ConexTrain new sponsor of US women team
ConexTrain, a software firm that has launched an online, collaborative training platform for endurance athletes, will be sponsoring a women’s cycling team for the 2006 season. Team ConexTrain will operate out of the company’s headquarters in Austin, Texas and will include five top female riders competing in regional and national races.
"This is a coming together of a number of different things for our company and the cycling community," said Tim Pletcher, cyclist and founder of ConexTrain. "We are putting forth our best effort to support women's racing and we believe our product provides a competitive advantage to anyone using it".
One of the top sprinters in the US, Jen McRae, will lead Team ConexTrain. McRae is a former winner of several NRC criteriums including Athens Twilight, Altoona, and the Tour of Texas and Hotter ‘N Hell stage races. Most recently, she was third in the 2005 National Criterium Championships. McRae will be joined by Lisa Ferris, past winner of the historic Carolina Cup road race, Allyson Brandt, Juli Fiocca, and Melissa Brown, who all have a string of victories and top finishes in regional races.
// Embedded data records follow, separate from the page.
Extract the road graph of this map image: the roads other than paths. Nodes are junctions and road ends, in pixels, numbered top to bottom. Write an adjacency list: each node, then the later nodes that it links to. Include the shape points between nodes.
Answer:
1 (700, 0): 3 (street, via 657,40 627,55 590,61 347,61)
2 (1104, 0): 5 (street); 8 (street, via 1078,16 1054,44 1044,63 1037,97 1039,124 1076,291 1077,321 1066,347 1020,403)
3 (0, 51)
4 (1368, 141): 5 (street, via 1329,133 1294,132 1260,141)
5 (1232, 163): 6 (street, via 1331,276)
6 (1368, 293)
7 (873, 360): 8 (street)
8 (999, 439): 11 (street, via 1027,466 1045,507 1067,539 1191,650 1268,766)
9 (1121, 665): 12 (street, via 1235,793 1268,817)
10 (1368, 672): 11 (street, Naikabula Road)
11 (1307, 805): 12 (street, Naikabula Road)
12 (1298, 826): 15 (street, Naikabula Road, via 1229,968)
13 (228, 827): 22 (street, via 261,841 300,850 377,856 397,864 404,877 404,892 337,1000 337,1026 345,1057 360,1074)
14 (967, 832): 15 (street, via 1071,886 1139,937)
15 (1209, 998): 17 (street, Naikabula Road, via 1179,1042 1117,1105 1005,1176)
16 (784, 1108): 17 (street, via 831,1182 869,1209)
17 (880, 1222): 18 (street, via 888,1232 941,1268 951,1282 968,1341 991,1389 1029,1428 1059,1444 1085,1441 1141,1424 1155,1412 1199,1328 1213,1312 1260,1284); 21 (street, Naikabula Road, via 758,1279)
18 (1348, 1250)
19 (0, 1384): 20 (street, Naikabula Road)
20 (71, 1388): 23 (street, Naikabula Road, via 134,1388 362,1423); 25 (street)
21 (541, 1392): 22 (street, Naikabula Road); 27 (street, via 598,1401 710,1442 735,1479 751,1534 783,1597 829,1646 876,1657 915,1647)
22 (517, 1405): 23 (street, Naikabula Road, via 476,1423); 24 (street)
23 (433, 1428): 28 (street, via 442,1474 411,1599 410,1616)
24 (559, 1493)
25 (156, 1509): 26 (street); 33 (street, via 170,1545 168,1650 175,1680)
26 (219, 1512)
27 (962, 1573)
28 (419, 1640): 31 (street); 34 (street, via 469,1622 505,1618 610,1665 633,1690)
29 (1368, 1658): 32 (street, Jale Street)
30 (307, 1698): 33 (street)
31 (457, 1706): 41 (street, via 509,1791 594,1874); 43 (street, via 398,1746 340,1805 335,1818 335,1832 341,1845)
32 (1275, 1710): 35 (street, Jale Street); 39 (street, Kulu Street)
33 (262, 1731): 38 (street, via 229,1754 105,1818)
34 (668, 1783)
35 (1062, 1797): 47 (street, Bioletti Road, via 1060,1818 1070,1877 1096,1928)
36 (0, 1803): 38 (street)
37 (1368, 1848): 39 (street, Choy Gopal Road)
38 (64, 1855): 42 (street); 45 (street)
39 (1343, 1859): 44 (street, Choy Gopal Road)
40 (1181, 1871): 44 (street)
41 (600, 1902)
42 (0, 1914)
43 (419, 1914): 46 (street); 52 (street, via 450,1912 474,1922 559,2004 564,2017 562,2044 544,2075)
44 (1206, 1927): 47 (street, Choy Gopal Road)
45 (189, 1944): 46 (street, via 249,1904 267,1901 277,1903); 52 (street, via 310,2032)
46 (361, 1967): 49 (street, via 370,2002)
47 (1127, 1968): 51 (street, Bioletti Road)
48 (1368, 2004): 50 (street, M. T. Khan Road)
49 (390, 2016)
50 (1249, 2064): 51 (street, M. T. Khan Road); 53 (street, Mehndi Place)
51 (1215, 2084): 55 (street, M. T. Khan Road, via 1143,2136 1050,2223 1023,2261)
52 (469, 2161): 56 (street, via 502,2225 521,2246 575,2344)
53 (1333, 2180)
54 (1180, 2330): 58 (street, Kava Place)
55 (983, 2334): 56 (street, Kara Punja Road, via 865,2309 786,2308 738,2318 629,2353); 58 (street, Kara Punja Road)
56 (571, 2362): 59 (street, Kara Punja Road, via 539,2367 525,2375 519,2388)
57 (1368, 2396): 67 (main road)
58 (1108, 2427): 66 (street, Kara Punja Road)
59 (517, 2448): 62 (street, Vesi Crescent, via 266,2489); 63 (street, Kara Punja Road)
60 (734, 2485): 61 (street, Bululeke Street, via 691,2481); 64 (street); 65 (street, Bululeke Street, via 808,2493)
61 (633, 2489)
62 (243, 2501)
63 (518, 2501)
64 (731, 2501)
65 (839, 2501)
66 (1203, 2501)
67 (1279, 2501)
"We are all very excited about our prospects for the coming season," said McRae. "With ConexTrain, we have an opportunity to take the level of women's racing in Texas up a notch, making it more competitive and dynamic. Once you improve the level of racing regionally, you can be more competitive on a national level and that's where it really gets fun".
The team kicks off its 2006 season with a training camp in December. All five of the team’s cyclists are preparing for the coming season by using the ConexTrain platform to track their conditioning through heart rate monitoring, power output, nutrition, calories burned, and other dynamics affecting performance. ConexTrain analyses all training data and provides information essential to reaching your potential as an athlete.
ConexTrain’s support of its women’s team has been joined by additional sponsors, which include Mapei, Team Diabetic, Quattro Assi Bikes, Chann McRae Cycling, and Southwest Cycle Sports. Team ConexTrain’s first race is will be in February 2006 as Texas kicks off its racing season.
ABD cycling center opened
The Athletes By Design Cycling Club (ABD), one of the Midwest racing organizations, has opened an indoor Cycling Center at the newly relocated Prairie Path Cycles in Winfield - featuring eight "Computrainer" stations wired up to a PC, television and stereo sound.
The Cycling Center inaugural "Boot Camp", which kicks off November 14, is similar to a spin class in that it allows riders the advantage of having a group indoor workout, but the similarities end there. Riders bring in their own bikes for the Computrainer system, and attach them to computer controlled resistance units which allows them to compete against the other seven riders in the 'class'. ABD’s coaches, including club President Mike Farrell, can program in courses with hills and wind that are tailor-made for that evening’s session, and even incorporate Olympic or Tour de France courses.
During the boot camp, which has 56 spots available (seven groups of eight), riders compete in two sessions per week - one focused on speed and one focused on power. Fees for the camp are $250 for ten weeks, which includes a total of 20 sessions and the base fitness test.